Yesterday I put in a bid on a townhouse that costs approximately one hillion jillion dollars. You truly don't know yourself until you sign your name to a document which promises a lot of people with a lot of lawyers that you are going to give them a lot of money.

Guiding Josh The Pilot and me in this process was our mortgage lending specialist, Jared. I was very frightened of Jared, as he was the man who was going to tell a freelance writer and a deeply in-debt pilot whether or not we could buy the hillion jillion dollar townhouse, and so I considered going to meet him in full Professor Clothes, but, as they were compressed in a small, pre-Big Bang, wrinkle-intensive ball, I had to make do with khakis.

I could have made done with the Space Bags, because as it happens, Jared is twelve. He is younger than me; he is younger than Josh. He is younger than every glass of wine I have ever raised to my lips.

To set us at ease about his age, he told us a story about his name. "Actually, Jared is my middle name," he said. "My first name starts with an 'R'. But, I guess, the year I was born, there was some kind of TV show? Named Dallas? And it was really popular or something? Oh, wow, really, you've heard of it? Well, who's this J.R. guy my mother didn't want to name me after?"
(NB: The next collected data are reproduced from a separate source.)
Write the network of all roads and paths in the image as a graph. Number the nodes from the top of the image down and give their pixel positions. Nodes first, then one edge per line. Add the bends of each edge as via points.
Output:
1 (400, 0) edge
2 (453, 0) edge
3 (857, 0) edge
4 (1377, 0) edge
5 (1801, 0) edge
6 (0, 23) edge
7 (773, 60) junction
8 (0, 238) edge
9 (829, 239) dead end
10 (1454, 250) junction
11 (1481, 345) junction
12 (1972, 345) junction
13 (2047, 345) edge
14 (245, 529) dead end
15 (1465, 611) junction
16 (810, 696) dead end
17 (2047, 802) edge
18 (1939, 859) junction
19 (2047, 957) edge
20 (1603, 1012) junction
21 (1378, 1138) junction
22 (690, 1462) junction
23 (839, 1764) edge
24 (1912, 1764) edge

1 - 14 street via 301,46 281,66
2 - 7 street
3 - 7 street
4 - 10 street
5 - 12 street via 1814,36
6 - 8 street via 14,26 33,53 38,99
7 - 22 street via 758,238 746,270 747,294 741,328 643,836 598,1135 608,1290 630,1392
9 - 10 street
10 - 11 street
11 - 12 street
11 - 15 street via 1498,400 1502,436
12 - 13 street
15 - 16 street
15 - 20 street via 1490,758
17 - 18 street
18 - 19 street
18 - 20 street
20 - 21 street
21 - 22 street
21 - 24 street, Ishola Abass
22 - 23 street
But he was a kind child. I think he understood that we were nervous, as my current annual income is pretty much Jared's age in cents and Josh has a credit rating of negative one thousand and five. We needed help from his youngest brother for any mortgage company to even look at us without sponataneously entering financial collapse from all the underwriters it would take to figure the astronomical interest rate.

"Your application was very organized," Jared said as we sat in big leatherette chairs and he climbed into his booster seat. "The highlighted sections were really helpful." I closed my eyes; this is exactly the type of thing I say to students who turn in papers with paragraphs that last four pages and who use "pimp" as an adjective. "Well, you seem to have stapled the essay without incident!" I will say to these students.

Jared said we were approved, though, and I opened my eyes and gave him a lollipop. He said thank you very nicely.

788 at: mbe@drinktothelasses.com

Thursday, May 10, 2007

Welcome MSNBC.com Readers

Georgia Rules.

Or... mostly not.

Disconnect

I was gazing at a parting gift from my apartment--a burn scar from the oven as I attempted to extract lunch last week, and mentioned to Josh The Pilot that the human body is an amazing, autodiagnosing specimen of self-repair.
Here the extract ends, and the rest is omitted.